Pakistan Today

CAA caught in mid air

The Auditor General of Pakistan (AGP) has detected massive irregularities worth Rs 30.37 billion in the execution of the New Benazir Bhutto International Airport (NBBIA) during last year even before completion of the multibillion rupees project.
The account assessors have raised nine objections on the accounts of the Civil Aviation Authority (CAA), pertaining to this mega project. The auditors have categorised their objection into irregularities, overpayment, unjustified expenditures and unauthentic payments. According to the audit report, the authority has made an irregular payment of Rs 7,811.23 million to Lagan-Technical-Habib due to unauthorised change of joint venture between CAA and Lagan-Husnain at NBBIA.
An unauthentic payment of Rs 19,929.61 million was also made to the concerned parties without detailed measurement of each item of work done in measurement books, the report added.
The audit further pointed out that the NBBIA project director accepted engineer’s ‘adverse’ decisions involving a sum of Rs 3,552.30 million in respect of Package-I Airside Infrastructure in favour of the contractor Lagan-Technical-Husnain against which a sum of Rs 1,556.47 million was paid to contractor in settlement of dispute under the engineer’s decision No 1-10. Payments were made without the approval of the dispute review board, it added. The AGP observed that due to the mismanagement and invalid decisions, the irregular expenditures of Rs 1,556.47 million were incurred.
Moreover, the CAA constructed a secondary runway parallel to the main runway at a distance of 210 meters against the recommended distance of 1,035 meters at a cost of Rs 719.09 million at NBBIA. Audit holds that the construction of secondary runway was in violation of international standards due to inadequate oversight mechanisms and non-exercising of the relevant rules and protocols. The AGP further highlighted that overpayment of Rs 350.67 million was also granted to the contractor due to inadmissible price escalation on bitumen in airside and landside infrastructure including an unjustified payment.

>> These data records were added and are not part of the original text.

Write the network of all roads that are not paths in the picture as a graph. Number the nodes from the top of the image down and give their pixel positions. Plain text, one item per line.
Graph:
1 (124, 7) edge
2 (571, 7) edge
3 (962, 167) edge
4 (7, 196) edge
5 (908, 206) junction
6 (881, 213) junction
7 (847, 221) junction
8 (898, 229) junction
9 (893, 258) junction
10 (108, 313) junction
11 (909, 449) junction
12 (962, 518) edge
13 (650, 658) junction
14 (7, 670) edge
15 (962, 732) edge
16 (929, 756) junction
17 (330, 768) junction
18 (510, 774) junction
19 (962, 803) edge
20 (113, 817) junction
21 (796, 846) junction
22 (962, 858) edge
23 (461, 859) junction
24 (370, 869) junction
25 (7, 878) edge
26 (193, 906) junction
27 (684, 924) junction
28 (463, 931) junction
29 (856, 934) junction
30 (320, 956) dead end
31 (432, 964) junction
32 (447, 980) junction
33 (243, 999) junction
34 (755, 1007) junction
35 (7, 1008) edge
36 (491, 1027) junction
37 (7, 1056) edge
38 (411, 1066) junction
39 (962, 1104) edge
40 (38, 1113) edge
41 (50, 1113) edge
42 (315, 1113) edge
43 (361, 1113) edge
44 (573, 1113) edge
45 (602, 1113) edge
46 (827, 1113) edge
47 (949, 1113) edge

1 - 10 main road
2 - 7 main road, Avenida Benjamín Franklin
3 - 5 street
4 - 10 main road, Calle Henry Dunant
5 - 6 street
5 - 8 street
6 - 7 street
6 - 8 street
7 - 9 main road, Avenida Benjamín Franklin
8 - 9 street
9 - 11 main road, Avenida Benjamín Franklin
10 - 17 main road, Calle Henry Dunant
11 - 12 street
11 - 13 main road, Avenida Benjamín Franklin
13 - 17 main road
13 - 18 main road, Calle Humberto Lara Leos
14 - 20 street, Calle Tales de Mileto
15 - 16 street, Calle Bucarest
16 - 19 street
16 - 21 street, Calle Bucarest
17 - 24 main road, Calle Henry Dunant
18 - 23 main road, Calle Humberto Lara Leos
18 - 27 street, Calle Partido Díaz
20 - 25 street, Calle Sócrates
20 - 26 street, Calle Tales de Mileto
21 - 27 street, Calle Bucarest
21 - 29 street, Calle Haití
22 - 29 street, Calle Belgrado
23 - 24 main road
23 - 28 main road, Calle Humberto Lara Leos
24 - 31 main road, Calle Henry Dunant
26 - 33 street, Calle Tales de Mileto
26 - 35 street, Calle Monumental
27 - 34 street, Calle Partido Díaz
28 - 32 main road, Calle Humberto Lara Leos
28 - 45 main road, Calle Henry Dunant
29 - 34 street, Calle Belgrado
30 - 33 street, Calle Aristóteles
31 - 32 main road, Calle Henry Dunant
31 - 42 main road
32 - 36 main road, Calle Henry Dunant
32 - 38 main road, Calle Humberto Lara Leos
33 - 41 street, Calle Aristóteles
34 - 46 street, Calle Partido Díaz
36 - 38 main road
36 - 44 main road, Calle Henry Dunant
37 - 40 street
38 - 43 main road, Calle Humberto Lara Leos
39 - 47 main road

Being constructed over above 3,000 acres of land in Fateh Jang area, the project was kicked off in 2007 and is located some 25 kilometers from Zero Point, 28km from Saddar, Rawalpindi and 30km from existing Chaklala Airport.
The new airport would replace the existing overloaded Chaklala Airport, new features including a passenger terminal building, runways, taxiways, apron and parking bays for wide body aircraft. It would be equipped to handle all types of aircraft including the new generation aircraft such as the Airbus A-380. The airport will have a 180,000m modular terminal building which will initially be able to handle nine million passengers a year and will also have two 4,000m-long category-F runways.